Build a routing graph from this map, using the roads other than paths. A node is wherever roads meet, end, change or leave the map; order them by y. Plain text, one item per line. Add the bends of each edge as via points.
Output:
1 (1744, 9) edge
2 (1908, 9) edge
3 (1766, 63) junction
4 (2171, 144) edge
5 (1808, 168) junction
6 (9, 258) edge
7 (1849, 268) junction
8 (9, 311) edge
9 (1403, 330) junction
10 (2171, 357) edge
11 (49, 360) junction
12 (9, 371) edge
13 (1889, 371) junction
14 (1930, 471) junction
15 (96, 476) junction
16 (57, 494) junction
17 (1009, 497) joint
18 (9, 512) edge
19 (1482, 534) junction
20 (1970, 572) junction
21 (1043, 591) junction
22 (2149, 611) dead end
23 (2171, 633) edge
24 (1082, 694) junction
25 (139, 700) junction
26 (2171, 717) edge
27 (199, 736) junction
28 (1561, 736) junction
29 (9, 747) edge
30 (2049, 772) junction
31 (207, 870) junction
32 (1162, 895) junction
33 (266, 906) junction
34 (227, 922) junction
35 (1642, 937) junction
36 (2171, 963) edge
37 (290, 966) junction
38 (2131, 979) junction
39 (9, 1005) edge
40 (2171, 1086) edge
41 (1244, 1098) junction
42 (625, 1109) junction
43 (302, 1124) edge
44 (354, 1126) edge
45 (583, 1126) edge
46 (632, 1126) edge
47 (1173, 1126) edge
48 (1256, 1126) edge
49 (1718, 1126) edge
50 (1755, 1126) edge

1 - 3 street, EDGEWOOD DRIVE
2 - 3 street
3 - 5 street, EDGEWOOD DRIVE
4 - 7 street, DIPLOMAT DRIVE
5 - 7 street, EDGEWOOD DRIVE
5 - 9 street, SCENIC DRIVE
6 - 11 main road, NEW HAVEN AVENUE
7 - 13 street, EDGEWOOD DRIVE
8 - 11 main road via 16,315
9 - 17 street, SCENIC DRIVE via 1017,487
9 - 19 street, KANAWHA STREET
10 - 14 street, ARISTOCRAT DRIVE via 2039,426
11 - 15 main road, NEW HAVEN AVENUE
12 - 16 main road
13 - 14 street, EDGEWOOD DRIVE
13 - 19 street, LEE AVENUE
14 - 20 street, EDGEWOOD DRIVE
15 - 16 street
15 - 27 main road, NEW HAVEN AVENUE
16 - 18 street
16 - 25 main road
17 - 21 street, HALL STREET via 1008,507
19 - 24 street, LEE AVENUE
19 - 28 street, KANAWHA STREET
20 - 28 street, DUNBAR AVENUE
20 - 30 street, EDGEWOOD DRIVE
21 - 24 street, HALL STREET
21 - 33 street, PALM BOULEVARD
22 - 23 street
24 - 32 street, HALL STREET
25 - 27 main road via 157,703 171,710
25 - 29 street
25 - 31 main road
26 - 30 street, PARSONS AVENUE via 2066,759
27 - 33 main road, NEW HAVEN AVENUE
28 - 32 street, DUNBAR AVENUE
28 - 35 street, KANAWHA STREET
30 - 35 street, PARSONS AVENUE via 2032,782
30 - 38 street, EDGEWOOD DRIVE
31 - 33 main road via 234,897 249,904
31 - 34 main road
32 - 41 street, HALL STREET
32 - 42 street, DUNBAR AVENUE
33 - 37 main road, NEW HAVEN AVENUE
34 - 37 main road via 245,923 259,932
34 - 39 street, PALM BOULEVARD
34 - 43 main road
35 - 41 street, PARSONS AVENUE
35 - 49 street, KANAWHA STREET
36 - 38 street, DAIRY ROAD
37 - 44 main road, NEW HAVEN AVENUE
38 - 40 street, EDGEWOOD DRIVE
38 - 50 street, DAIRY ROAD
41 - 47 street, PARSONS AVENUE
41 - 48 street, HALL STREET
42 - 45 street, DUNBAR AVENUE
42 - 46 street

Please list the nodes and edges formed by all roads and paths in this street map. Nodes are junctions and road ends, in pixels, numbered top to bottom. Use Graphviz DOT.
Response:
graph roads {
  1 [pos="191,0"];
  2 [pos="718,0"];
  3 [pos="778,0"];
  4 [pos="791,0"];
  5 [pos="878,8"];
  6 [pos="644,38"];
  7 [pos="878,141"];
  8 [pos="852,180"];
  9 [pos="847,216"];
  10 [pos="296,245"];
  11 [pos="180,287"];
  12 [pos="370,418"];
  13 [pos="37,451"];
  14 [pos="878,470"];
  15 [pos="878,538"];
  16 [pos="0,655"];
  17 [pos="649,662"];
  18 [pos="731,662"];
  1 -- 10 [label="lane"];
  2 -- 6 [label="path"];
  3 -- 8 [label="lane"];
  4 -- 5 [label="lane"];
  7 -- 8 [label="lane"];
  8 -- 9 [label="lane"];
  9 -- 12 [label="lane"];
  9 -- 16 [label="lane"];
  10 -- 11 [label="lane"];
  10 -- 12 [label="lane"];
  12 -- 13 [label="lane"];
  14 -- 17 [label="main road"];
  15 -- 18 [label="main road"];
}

★ ★ ★ ★ ★ ★ ★

> [Work required]: Collect every line above that contains the word "EDGEWOOD".

> [Output of the task]:
1 - 3 street, EDGEWOOD DRIVE
3 - 5 street, EDGEWOOD DRIVE
5 - 7 street, EDGEWOOD DRIVE
7 - 13 street, EDGEWOOD DRIVE
13 - 14 street, EDGEWOOD DRIVE
14 - 20 street, EDGEWOOD DRIVE
20 - 30 street, EDGEWOOD DRIVE
30 - 38 street, EDGEWOOD DRIVE
38 - 40 street, EDGEWOOD DRIVE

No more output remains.